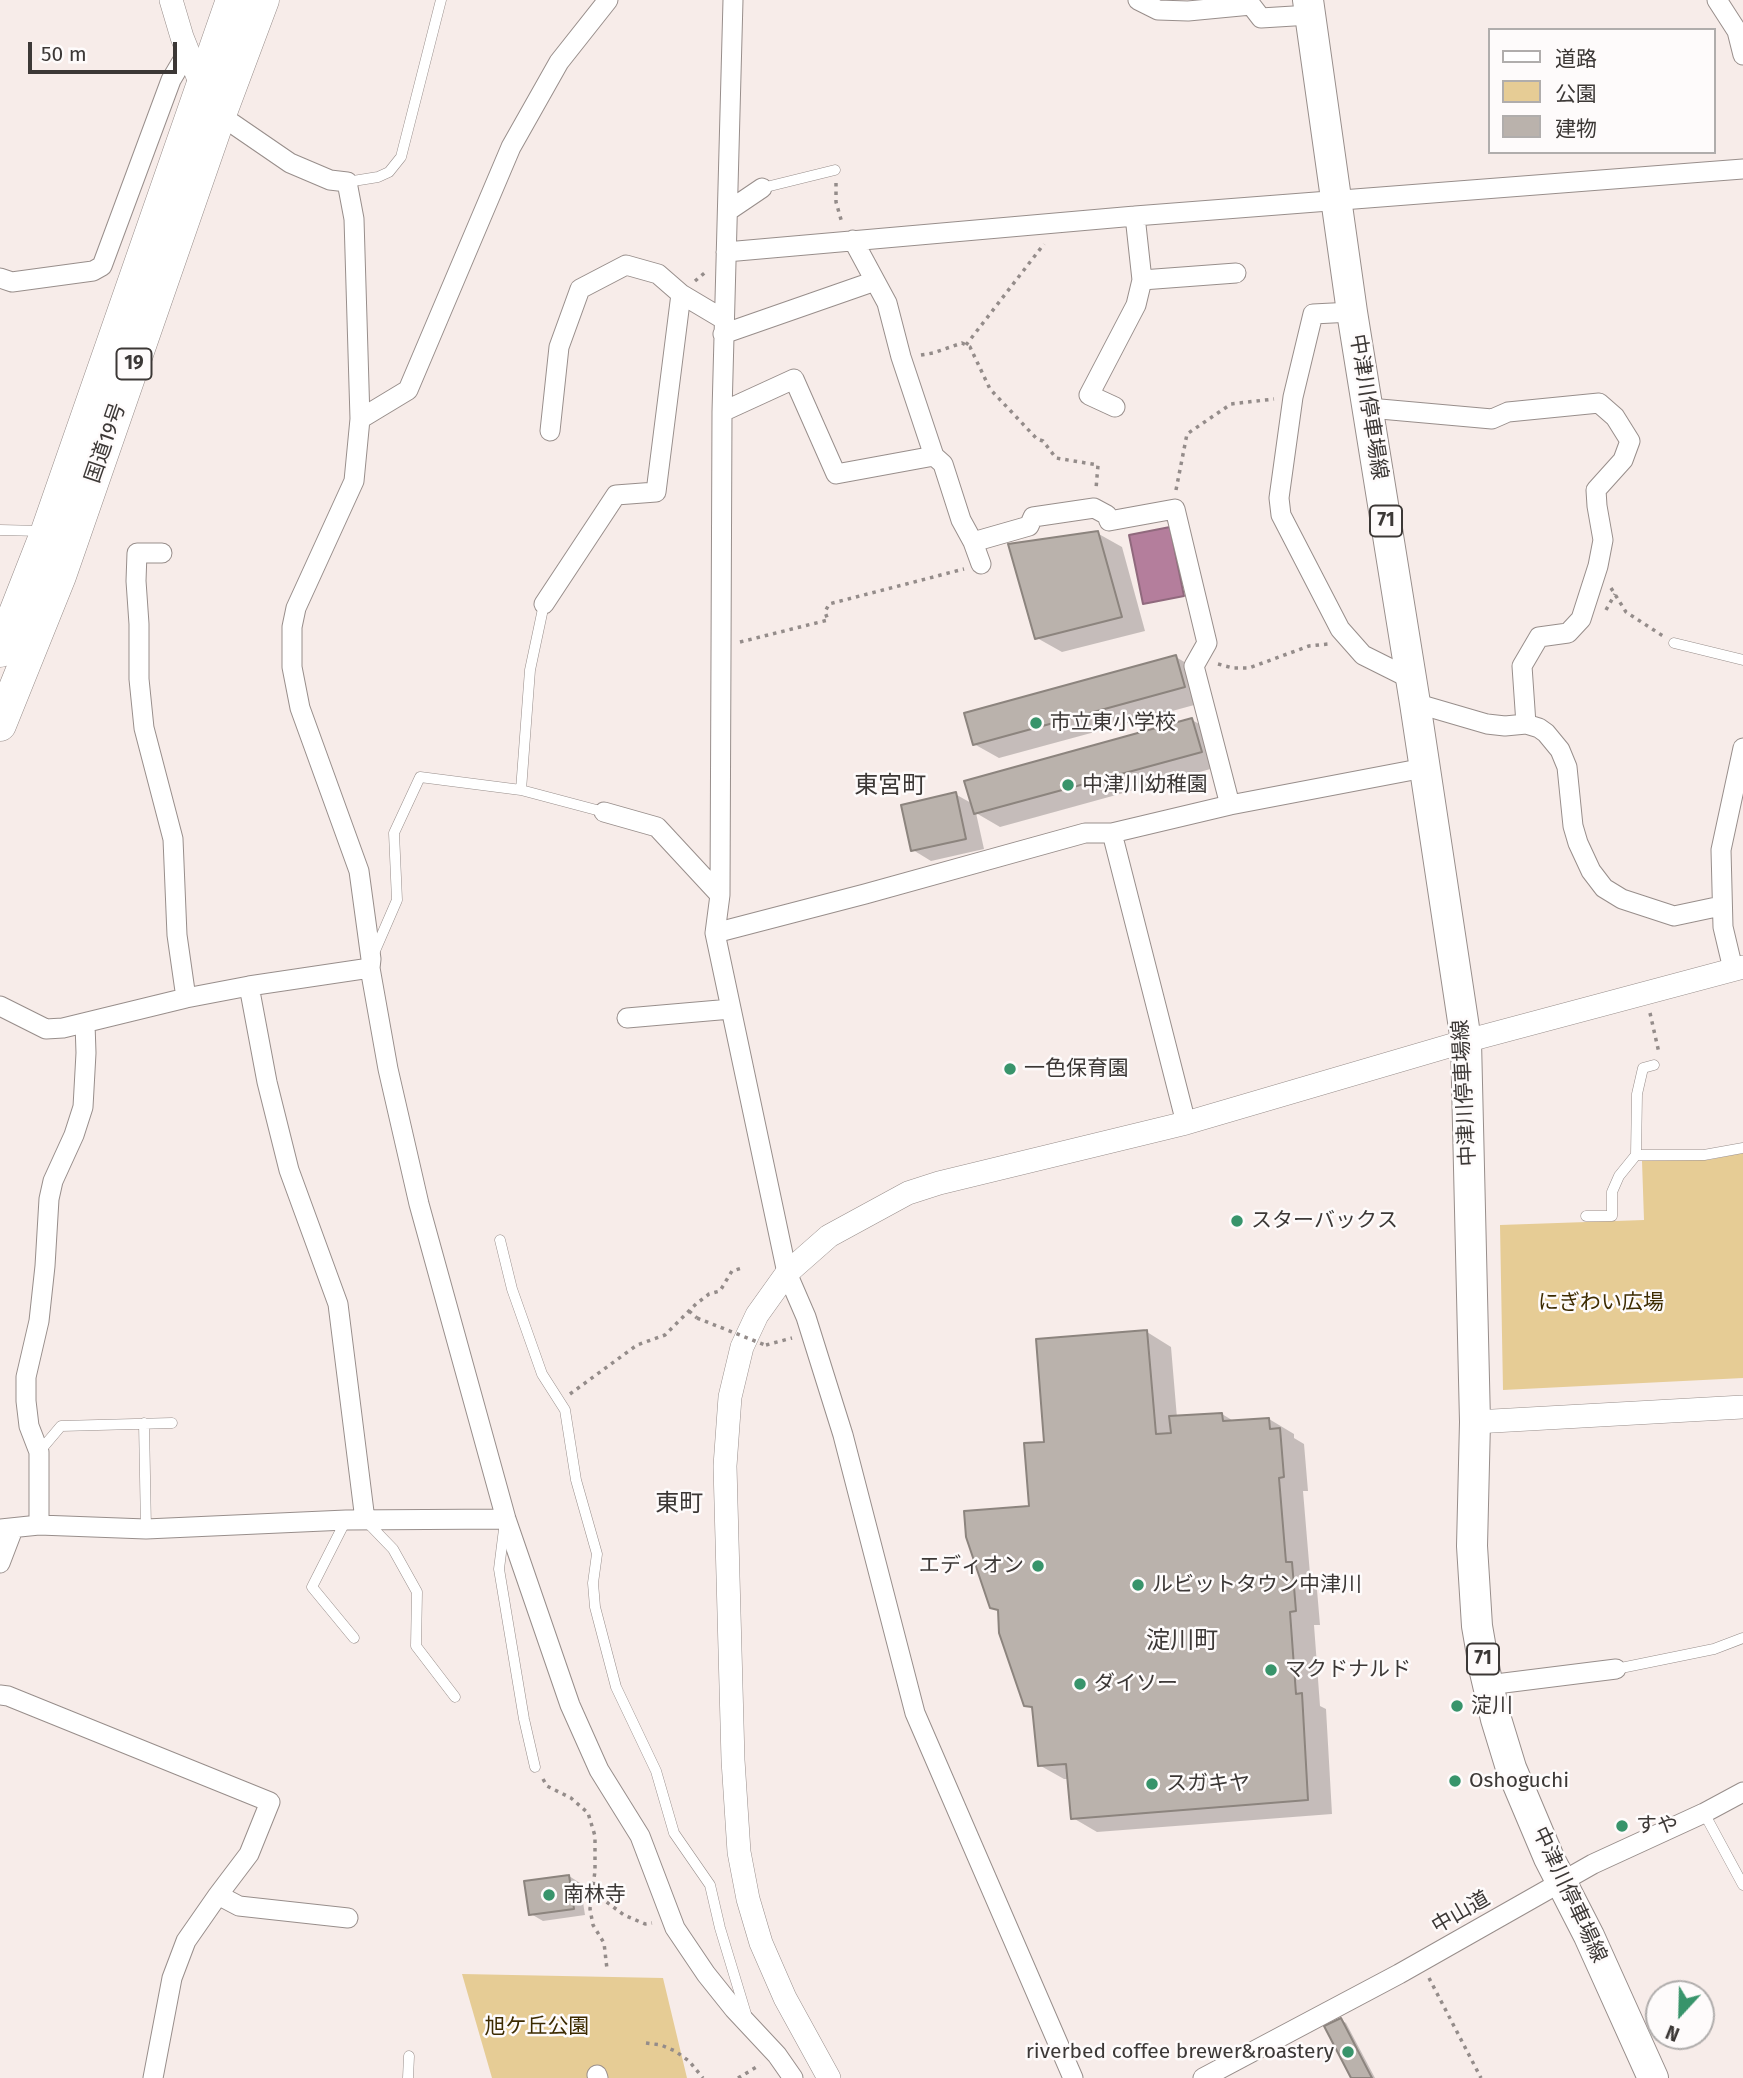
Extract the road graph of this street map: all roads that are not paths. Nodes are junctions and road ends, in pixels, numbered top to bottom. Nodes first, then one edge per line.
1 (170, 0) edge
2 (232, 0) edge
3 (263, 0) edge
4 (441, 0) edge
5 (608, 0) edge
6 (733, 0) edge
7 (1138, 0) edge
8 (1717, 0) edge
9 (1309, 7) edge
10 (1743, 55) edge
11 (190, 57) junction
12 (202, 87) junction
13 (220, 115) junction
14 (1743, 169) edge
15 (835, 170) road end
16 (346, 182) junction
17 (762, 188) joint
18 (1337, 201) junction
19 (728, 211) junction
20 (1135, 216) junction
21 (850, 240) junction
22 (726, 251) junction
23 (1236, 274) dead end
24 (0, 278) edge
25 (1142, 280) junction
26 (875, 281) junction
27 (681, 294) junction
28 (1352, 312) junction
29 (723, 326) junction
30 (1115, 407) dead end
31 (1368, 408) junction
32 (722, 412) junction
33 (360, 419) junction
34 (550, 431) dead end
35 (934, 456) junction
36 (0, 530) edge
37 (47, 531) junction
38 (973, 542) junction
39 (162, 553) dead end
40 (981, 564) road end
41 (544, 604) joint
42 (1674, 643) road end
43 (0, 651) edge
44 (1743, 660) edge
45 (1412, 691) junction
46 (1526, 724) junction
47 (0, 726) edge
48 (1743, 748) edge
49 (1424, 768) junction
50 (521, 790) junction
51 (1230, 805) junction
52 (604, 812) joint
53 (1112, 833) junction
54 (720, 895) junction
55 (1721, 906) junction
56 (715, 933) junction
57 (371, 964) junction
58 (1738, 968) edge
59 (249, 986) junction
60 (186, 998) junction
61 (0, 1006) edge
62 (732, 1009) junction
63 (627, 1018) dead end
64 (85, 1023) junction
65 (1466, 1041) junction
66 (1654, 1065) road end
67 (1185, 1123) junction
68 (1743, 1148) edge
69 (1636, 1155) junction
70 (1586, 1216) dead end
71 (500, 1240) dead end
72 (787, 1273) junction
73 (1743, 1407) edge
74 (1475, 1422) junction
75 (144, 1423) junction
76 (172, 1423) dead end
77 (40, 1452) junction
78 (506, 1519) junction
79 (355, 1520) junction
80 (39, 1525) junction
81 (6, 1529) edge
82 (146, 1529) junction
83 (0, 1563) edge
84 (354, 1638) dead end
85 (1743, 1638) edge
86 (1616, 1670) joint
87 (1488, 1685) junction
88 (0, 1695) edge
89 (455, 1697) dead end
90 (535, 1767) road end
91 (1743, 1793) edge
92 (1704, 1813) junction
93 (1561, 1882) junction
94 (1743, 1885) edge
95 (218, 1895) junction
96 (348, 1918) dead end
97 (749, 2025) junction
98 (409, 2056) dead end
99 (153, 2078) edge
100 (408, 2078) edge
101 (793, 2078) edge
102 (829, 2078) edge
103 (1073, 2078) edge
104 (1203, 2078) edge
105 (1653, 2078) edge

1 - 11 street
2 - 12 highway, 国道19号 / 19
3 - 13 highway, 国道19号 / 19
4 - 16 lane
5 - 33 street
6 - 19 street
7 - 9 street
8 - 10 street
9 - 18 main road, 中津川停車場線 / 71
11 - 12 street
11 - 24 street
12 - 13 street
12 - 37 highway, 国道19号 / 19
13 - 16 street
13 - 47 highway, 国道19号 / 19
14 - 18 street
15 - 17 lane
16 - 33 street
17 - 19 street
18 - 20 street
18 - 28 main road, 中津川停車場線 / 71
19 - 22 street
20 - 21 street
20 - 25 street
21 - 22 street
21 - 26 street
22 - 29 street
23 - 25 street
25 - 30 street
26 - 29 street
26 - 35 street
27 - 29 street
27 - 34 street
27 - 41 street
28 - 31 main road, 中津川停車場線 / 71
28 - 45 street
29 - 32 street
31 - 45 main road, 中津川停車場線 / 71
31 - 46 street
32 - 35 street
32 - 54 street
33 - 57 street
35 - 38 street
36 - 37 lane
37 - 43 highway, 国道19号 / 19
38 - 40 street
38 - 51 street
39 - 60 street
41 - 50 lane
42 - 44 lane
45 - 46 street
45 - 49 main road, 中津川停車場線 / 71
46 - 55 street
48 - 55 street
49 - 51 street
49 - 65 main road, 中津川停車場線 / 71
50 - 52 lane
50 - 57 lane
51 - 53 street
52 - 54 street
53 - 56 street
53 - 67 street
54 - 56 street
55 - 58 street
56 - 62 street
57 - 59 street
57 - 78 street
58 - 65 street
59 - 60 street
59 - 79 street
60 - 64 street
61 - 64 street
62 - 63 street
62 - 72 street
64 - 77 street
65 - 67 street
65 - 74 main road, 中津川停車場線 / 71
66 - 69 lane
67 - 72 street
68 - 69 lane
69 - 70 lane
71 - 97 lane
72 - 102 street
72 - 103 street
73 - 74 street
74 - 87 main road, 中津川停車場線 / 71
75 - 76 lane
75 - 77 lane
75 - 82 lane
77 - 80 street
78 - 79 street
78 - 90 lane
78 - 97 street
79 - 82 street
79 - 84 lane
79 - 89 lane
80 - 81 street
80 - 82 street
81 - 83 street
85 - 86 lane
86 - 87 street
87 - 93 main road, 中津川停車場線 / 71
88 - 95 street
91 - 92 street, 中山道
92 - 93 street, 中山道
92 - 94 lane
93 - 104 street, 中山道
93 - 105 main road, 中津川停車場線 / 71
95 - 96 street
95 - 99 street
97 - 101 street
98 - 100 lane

....

§ **Task to carry out**
Reply with nothing but a number: how many lines of the entries above contain the string "中津川停車場線"?

§ **Final answer**
10